The association of language arts mainly with fiction and poetry is an accident of recent intellectual history that is not inherent in the nature of things. Older American texts that were designed to teach reading, such as the McGuffey Readers, contained moral tales and historical narratives as well as fictional stories (not that we should go back to the McGuffey Readers, which have many shortcomings). Ideally, a good language arts program in the early grades will contain not only fiction and poetry but also narratives about the real worlds of nature and history. Ideally, such a program will fit in with and reinforce a well-planned overall curriculum in history, science, and the arts. The recent finding that word learning occurs much faster in a familiar context implies that the overall program should stay on a subject-matter domain long enough to make it familiar. As we've seen, such integration of content in reading and subject-matter classes will serve simultaneously to enrich background knowledge and enlarge vocabulary in an optimal way.
That fictional stories can convey factual and moral truths is the traditional ground for defending their value and importance in education. The truth-telling and knowledge-enhancing aspect of fiction is emphatically just as important as the aspect of fiction and poetry that stimulates children's imaginations. The romantic idea that literature should mainly nurture the imagination fits in well with the generally romantic flavor of early childhood education in the United States today. I do not wish to appear in any way hostile to developing children's imaginations. But the second- and third-rate fictions that are too often presented to children in the early grades are far less stimulating to their imaginations than classical stories and well-presented narratives about the real world.
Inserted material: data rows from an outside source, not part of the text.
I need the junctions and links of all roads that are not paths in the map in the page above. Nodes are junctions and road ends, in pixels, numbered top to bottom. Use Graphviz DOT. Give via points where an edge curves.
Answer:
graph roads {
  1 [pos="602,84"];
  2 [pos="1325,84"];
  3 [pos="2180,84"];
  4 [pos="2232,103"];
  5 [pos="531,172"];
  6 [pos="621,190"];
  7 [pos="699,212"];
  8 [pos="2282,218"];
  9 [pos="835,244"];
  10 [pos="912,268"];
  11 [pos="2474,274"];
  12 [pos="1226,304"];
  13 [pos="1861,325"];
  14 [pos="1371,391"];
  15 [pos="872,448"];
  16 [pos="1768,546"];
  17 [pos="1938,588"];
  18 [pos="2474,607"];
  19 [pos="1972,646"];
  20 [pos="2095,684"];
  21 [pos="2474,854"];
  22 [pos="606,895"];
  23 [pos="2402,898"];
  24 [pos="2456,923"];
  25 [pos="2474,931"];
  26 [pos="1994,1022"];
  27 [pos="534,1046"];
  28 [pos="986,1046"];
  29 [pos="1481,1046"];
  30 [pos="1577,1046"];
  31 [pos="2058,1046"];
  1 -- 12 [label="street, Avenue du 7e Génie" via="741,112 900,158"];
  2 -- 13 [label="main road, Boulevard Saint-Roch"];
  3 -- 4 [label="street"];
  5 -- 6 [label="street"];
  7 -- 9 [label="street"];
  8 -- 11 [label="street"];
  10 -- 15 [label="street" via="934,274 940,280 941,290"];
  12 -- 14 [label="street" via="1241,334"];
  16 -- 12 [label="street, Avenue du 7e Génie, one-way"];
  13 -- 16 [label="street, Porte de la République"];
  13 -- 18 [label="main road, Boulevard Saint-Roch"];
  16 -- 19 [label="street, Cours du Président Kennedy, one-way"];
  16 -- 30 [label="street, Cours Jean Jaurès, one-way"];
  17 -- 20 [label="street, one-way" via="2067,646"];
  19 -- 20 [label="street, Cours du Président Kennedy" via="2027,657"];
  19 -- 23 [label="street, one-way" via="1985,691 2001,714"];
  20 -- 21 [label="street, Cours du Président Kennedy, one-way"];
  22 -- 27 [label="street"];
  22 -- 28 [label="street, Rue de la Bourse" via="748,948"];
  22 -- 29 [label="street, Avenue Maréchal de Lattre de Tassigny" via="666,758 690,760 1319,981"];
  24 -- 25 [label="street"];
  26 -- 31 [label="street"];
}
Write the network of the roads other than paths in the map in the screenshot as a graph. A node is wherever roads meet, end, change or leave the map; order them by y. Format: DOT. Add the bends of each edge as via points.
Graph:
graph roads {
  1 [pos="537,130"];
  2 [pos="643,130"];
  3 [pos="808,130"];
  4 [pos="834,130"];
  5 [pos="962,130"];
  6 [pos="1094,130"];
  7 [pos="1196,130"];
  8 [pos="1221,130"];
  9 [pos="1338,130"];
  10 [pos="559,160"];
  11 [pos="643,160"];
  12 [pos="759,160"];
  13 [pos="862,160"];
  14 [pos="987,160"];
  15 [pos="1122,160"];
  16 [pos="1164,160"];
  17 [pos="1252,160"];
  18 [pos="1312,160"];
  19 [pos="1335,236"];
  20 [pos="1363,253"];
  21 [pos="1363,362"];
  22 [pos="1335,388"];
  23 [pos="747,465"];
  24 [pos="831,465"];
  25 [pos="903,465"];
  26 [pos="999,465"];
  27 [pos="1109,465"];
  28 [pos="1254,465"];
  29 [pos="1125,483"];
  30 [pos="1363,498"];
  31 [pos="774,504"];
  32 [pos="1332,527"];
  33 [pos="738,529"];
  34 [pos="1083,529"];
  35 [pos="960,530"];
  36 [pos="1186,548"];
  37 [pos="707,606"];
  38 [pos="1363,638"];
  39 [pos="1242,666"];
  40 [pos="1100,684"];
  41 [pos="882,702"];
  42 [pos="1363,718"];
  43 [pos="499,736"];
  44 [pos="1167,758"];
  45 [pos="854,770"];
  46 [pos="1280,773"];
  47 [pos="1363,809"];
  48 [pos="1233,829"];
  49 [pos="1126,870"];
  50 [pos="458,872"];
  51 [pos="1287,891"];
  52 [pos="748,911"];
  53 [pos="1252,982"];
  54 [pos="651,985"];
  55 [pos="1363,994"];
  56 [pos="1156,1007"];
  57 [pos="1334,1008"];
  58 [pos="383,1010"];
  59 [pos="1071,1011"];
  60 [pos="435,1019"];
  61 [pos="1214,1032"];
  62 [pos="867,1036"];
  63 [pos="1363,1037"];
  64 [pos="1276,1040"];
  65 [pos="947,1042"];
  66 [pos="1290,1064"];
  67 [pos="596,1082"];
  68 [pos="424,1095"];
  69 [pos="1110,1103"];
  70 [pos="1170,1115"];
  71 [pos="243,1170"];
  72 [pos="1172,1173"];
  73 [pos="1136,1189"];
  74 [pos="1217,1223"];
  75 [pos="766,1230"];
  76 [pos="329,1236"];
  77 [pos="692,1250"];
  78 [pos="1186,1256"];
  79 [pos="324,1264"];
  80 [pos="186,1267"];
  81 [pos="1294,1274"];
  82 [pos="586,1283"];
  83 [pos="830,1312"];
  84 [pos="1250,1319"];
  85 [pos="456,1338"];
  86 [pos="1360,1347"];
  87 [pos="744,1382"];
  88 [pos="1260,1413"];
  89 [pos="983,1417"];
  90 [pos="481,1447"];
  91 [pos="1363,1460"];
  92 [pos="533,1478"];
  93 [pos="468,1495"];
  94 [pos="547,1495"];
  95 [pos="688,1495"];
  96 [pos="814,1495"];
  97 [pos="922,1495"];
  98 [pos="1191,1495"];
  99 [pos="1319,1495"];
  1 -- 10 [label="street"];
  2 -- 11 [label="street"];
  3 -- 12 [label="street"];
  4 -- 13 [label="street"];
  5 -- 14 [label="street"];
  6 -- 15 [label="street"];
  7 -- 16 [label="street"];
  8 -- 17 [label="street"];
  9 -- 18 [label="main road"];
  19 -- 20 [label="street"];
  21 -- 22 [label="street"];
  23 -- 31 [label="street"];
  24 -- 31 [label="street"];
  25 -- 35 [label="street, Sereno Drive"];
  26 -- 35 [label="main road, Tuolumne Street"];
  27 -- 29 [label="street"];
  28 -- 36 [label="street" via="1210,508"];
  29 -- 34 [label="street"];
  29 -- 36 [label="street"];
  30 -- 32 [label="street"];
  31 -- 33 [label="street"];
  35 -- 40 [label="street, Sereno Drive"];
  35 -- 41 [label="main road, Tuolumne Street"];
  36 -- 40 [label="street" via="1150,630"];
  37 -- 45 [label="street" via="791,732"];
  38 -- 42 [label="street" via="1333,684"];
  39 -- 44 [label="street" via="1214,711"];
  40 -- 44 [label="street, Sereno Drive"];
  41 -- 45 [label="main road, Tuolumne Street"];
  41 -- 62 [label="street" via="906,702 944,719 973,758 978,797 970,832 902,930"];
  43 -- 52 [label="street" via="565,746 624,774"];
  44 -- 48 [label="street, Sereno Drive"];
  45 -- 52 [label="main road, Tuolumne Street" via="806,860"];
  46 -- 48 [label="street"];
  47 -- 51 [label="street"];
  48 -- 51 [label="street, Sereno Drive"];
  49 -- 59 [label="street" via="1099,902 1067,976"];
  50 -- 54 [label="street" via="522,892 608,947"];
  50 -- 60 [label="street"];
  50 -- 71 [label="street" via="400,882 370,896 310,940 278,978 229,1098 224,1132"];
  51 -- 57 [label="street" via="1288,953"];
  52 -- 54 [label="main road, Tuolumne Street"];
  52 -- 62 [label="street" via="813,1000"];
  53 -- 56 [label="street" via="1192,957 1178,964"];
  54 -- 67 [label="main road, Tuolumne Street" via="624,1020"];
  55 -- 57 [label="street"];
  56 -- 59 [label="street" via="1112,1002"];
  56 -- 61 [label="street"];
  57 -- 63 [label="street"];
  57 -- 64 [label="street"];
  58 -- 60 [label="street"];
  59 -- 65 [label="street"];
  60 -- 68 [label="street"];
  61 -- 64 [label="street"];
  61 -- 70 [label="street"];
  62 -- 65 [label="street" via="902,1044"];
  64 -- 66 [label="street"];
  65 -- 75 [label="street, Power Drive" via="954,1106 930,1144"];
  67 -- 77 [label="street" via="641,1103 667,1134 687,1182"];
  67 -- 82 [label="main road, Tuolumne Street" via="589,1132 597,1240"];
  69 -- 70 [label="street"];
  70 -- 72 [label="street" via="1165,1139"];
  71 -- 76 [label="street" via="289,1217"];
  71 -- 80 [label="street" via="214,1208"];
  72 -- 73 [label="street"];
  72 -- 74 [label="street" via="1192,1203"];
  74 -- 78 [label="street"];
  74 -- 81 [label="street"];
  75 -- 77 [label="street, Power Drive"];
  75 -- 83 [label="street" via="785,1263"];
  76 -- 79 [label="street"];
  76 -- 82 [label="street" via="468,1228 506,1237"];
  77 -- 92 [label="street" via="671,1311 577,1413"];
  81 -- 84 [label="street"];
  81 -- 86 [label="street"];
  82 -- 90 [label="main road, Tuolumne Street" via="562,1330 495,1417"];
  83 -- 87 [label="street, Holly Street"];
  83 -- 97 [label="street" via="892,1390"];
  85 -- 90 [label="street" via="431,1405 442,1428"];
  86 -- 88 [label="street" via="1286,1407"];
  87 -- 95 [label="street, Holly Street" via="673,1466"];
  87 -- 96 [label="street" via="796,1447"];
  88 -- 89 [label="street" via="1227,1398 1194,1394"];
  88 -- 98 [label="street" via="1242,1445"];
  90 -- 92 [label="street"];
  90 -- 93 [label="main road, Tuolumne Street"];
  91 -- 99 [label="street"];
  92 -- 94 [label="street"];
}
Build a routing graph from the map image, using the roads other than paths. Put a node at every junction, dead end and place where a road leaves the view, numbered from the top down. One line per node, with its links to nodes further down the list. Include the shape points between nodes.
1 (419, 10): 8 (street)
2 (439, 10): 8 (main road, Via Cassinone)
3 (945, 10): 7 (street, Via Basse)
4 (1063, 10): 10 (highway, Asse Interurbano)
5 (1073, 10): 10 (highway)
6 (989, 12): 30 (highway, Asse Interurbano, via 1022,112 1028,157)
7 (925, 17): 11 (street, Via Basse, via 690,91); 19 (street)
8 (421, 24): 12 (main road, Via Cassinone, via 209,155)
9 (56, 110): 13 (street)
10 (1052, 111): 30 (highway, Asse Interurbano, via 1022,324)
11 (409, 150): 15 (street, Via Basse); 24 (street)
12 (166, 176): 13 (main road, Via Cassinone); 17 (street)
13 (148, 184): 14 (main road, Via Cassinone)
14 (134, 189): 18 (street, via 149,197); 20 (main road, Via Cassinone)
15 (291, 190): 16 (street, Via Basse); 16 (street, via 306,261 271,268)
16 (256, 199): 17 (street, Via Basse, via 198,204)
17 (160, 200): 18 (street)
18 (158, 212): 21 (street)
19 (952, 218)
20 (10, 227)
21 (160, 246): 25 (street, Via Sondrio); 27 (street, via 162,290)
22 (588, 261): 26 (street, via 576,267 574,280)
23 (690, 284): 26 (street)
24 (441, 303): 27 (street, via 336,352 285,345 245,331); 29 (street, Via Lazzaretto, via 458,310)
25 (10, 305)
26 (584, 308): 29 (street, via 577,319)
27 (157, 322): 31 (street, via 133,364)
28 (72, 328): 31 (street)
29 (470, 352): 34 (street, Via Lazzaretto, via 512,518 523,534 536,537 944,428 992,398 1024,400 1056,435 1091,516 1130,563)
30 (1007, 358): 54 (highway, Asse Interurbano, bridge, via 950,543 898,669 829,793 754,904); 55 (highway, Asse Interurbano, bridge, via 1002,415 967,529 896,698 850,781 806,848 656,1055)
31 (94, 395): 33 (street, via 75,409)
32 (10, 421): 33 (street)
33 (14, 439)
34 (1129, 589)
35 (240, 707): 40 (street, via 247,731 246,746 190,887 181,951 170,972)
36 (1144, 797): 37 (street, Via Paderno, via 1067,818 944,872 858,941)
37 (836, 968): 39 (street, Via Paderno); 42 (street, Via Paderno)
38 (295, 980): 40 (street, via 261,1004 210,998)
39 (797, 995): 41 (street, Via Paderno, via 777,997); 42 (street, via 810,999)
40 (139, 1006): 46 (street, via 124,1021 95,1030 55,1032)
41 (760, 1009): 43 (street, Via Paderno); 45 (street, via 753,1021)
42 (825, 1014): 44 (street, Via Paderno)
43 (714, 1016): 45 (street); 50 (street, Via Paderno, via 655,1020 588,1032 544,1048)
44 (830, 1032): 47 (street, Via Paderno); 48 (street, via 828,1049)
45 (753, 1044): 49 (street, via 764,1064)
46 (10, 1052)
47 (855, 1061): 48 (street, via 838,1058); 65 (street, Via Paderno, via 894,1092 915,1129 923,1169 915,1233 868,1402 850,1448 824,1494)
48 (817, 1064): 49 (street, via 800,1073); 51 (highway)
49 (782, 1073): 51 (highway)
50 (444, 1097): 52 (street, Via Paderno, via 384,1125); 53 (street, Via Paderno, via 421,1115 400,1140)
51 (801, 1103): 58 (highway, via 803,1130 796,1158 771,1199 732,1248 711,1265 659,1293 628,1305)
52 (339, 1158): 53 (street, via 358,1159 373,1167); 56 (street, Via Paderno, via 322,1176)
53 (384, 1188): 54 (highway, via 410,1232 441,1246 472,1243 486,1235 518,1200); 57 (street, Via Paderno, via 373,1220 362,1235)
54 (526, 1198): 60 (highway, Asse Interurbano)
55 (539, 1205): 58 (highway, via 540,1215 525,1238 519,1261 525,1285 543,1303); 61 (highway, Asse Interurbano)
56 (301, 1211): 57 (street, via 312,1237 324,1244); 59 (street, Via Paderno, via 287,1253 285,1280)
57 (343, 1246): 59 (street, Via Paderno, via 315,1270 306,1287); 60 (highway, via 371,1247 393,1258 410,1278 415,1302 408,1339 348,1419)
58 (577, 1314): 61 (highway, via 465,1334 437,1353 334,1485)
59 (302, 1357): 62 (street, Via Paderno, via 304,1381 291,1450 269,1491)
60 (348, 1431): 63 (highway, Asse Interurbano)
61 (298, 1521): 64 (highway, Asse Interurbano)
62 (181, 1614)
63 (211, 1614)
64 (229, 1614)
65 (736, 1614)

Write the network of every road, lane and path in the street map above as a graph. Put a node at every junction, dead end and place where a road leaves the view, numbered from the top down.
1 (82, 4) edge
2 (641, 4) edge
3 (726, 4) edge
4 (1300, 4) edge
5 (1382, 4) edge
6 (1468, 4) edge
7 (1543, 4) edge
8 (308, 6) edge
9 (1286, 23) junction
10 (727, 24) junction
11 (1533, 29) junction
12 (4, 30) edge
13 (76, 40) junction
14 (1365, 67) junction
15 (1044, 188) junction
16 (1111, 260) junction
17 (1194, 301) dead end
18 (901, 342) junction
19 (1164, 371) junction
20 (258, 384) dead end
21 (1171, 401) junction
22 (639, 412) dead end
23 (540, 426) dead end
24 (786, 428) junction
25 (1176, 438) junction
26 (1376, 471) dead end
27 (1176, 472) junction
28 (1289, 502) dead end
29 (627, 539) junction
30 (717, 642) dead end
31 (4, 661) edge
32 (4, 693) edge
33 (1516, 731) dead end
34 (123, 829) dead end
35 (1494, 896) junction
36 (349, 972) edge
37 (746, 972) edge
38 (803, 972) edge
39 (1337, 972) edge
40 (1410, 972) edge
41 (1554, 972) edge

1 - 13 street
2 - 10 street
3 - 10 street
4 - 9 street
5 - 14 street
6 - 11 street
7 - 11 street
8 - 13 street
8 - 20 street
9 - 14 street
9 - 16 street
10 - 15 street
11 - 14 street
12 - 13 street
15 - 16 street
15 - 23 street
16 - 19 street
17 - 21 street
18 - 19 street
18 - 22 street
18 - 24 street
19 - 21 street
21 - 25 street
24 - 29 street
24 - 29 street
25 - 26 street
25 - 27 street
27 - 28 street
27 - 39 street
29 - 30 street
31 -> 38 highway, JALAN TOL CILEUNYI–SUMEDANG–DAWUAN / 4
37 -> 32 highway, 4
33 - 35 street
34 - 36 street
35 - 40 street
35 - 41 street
We need to reconceive language arts as a school subject. In trying to make all students proficient readers and writers, there is no avoiding the responsibility of imparting the specific knowledge they will need to understand newspapers, magazines, and serious books directed at the national language community. There is no successful shortcut to teaching and learning this specific knowledge. Those who develop language arts programs at the school level or in publishing houses must understand that the skills they wish to impart are in fact knowledge-drenched and knowledge-constituted. The happy consequence will be reading programs that are much more absorbing, enjoyable, and interesting than the disjointed, pedestrian programs offered to students today.